Thanks for the compliments everyone. The weather was rainy for Halloween which kinda put a damper on getting all the detail items out. This was our first year getting LED spots on the tombstones. We had ordered other colors of LED's but our order got mixed up. Vlad taught the kids how to wire up the LED's and spread them around the cemetery. We hadn't had time to label each of the spots with what color they where. We will definetely play around with different color LED's next year.

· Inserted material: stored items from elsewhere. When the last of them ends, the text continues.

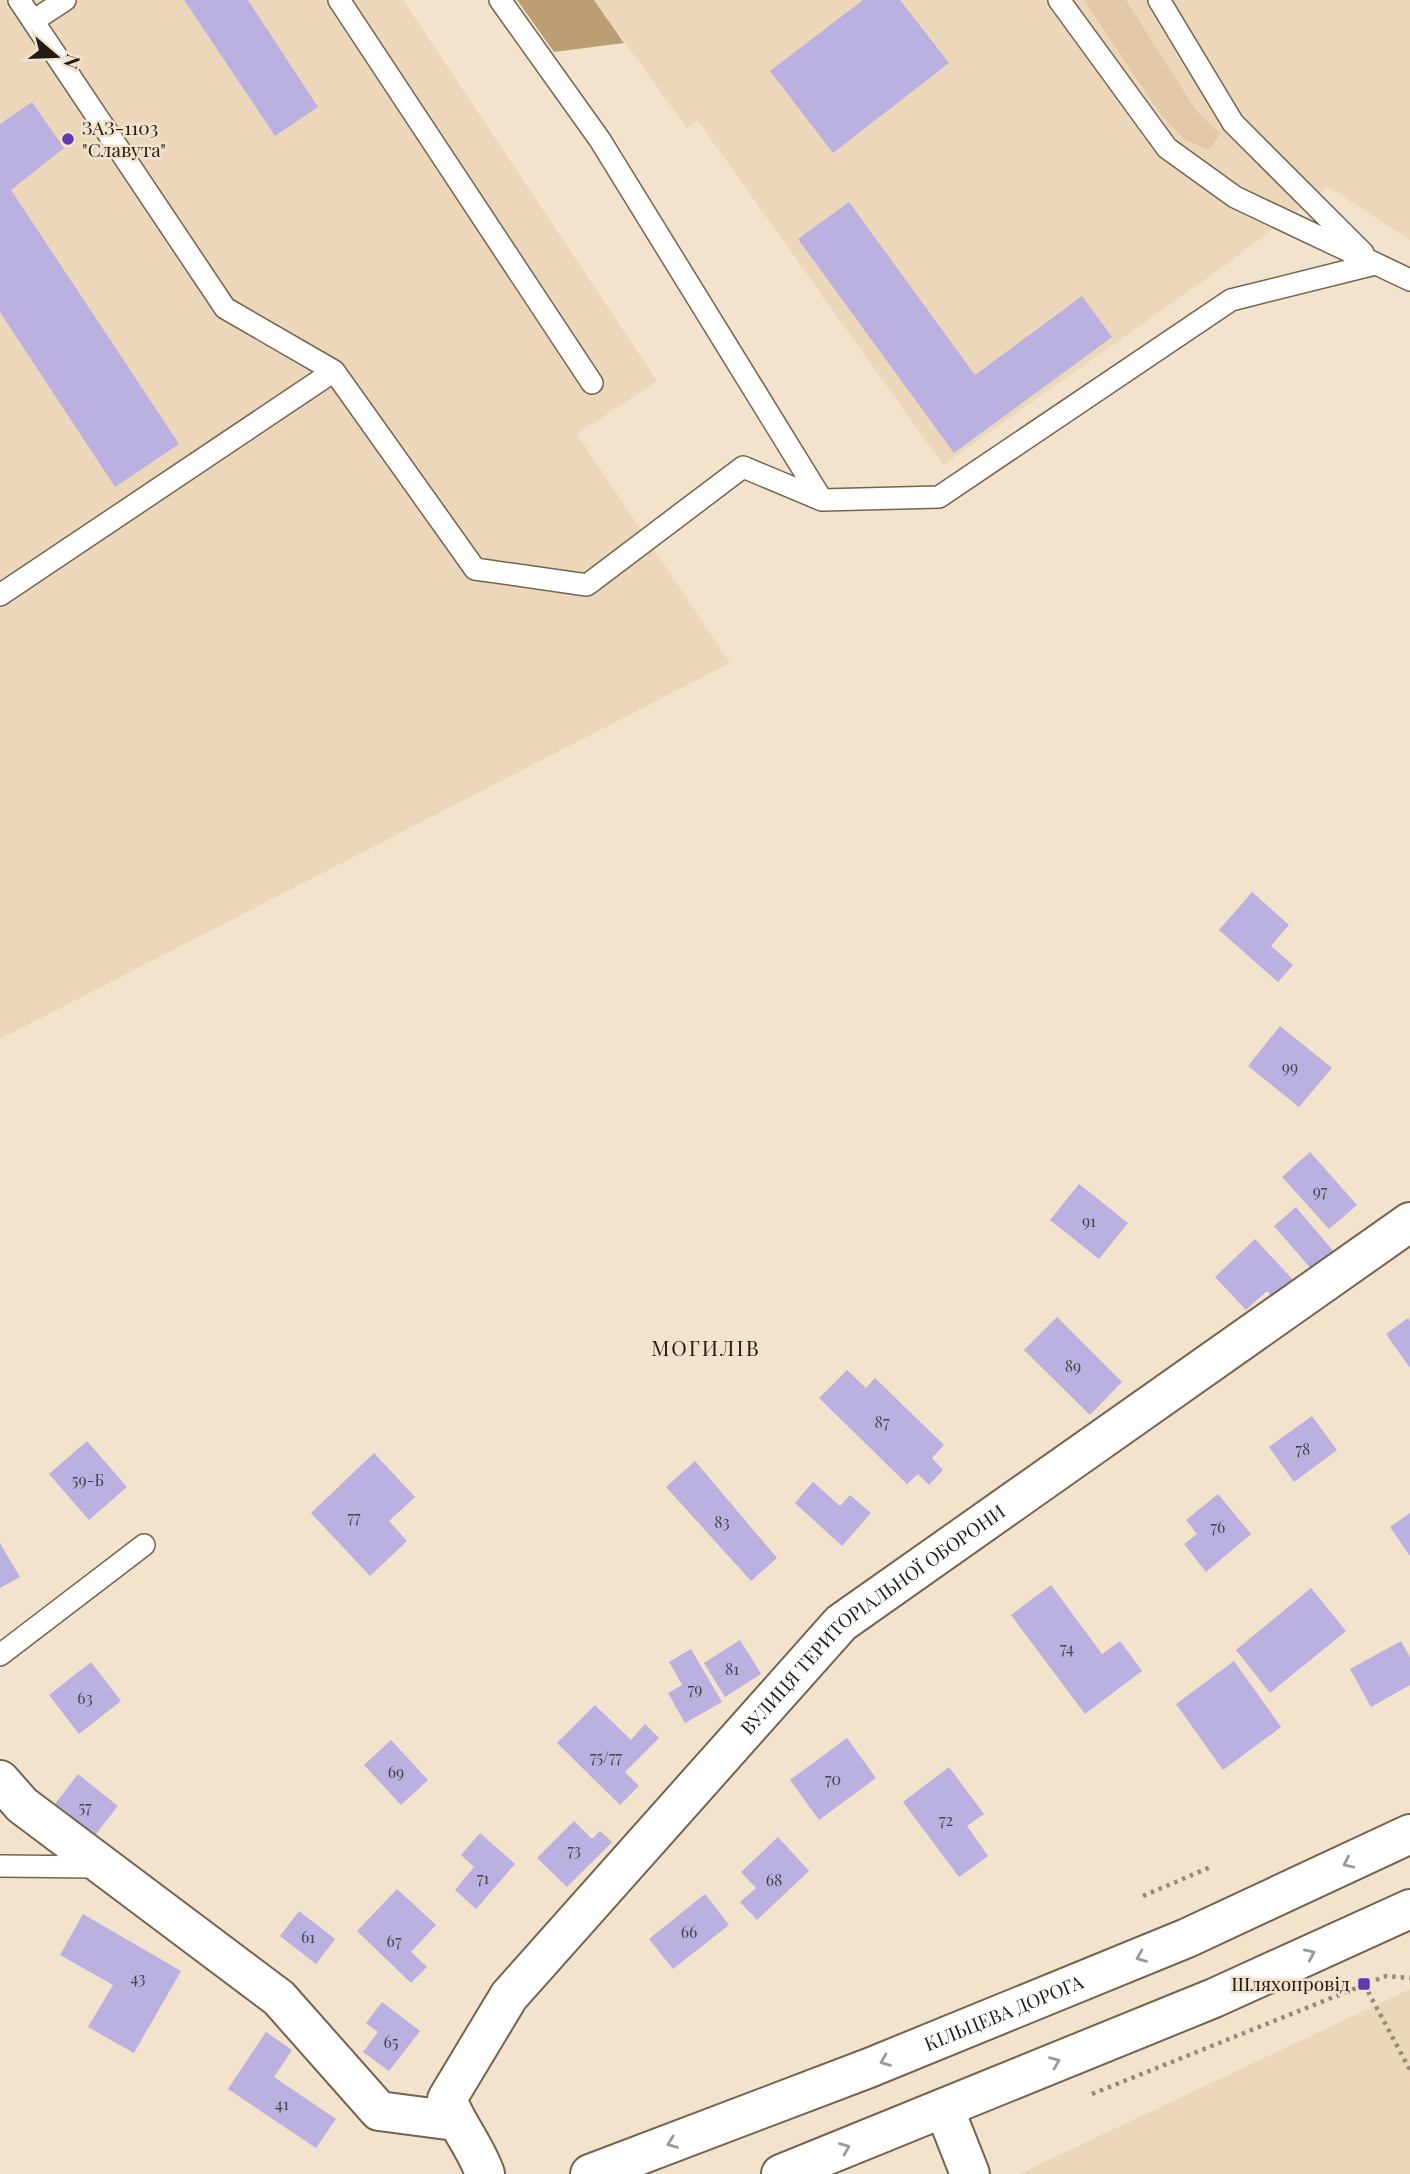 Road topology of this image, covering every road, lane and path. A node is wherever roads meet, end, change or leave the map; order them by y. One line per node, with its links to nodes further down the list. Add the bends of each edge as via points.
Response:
1 (19, 0): 7 (lane)
2 (65, 0): 7 (lane)
3 (339, 0): 11 (lane)
4 (499, 0): 12 (lane, via 600,141)
5 (1059, 0): 8 (lane, via 1167,148 1236,197)
6 (1159, 0): 8 (lane, via 1233,123)
7 (33, 22): 10 (lane, via 225,308)
8 (1375, 264): 9 (lane); 12 (lane, via 1231,300 939,497)
9 (1410, 280)
10 (334, 370): 12 (lane, via 475,569 587,585 743,467); 13 (lane)
11 (592, 383)
12 (822, 500)
13 (0, 595)
14 (1410, 1222): 29 (main road, ВУЛИЦЯ ТЕРИТОРІАЛЬНОЇ ОБОРОНИ, via 841,1623 509,1996 447,2099)
15 (144, 1545): 16 (lane)
16 (0, 1655)
17 (0, 1780): 21 (main road, via 22,1805)
18 (1410, 1834): 31 (main road, КІЛЬЦЕВА ДОРОГА, one-way to 31, via 1174,1943 869,2068)
19 (0, 1866): 21 (lane)
20 (1213, 1866): 22 (path)
21 (105, 1867): 29 (main road, via 279,1998 379,2111)
22 (1143, 1896)
23 (1410, 1909): 28 (main road, one-way to 23, via 1214,1998)
24 (1410, 1978): 25 (path, via 1386,1976)
25 (1364, 1984): 26 (path); 27 (path)
26 (1410, 2070)
27 (1092, 2094)
28 (944, 2108): 32 (main road, one-way to 28); 33 (main road)
29 (455, 2121): 30 (main road, via 479,2155)
30 (485, 2174)
31 (590, 2174)
32 (781, 2174)
33 (971, 2174)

> Either that or I have to work on getting my driver's liscense


Jeff I heard your going to be working on getting that license real soon.


----------



## Ms. Wicked (Nov 14, 2006)

Looks great Karen! The haunt wouldn't be the same without all of your stones!


----------



## fick209 (Aug 31, 2009)

love all the different tombstones with the lights on them. Nice set up all the way around, lots of good stuff to look at.


----------



## HouseBloodthorn (Aug 16, 2007)

Love the graveyard! Very nicely done.


----------



## lewlew (Mar 15, 2006)

Really like the lighting in the graveyard and seeing your dungeon makes me want one for next year. Very nice!


----------



## pyro (Oct 7, 2006)

looks real good


----------



## HalloweenZombie (Jul 22, 2007)

Now that looks like a fun walk through. Love the dungeon and the cemetary. I like the row of skulls too!


----------



## Bethene (Jan 19, 2008)

at the risk of parroting what the others said, I toohave to say I love the cemetery, with the led's and the tombstones are fabulous!! love the tall one, also, i like the dungeon, very cool!!


----------



## ScreamingScarecrow (Oct 1, 2008)

nice top lighting on the skelli - most people overdo the underlighting.


----------



## Black Cat (Aug 20, 2005)

*Day & Night slideshow Terror on Beechwood*


----------



## Haunted Bayou (Feb 16, 2007)

Very nice. The graves look real.


----------



## Zombie-F (Apr 12, 2004)

Great job on the haunt this year!


----------



## The Bloodshed Brothers (Jan 25, 2009)

very nice! love the tombstones


----------



## Kaoru (May 6, 2009)

Nice yard walk through there! I loved the wolfman prop. Also liked the close pic of the ghoulish guy with the black looking top hat. Very nice prop there. Great job!


----------



## Black Cat (Aug 20, 2005)

Thanks everyone. Still working on taking it all down.


----------



## pamz (Sep 7, 2009)

Awesome job I bet everyone loved it.


----------



## Lord Darthmare (Nov 9, 2009)

Snake charmer looks beautiful does she sway back and forth?


----------



## STOLLOWEEN (Apr 13, 2008)

Very nice...really like the skulls lining the walkway...way cool


----------



## spideranne (Jul 17, 2006)

Nice work, the cemetery is great.


----------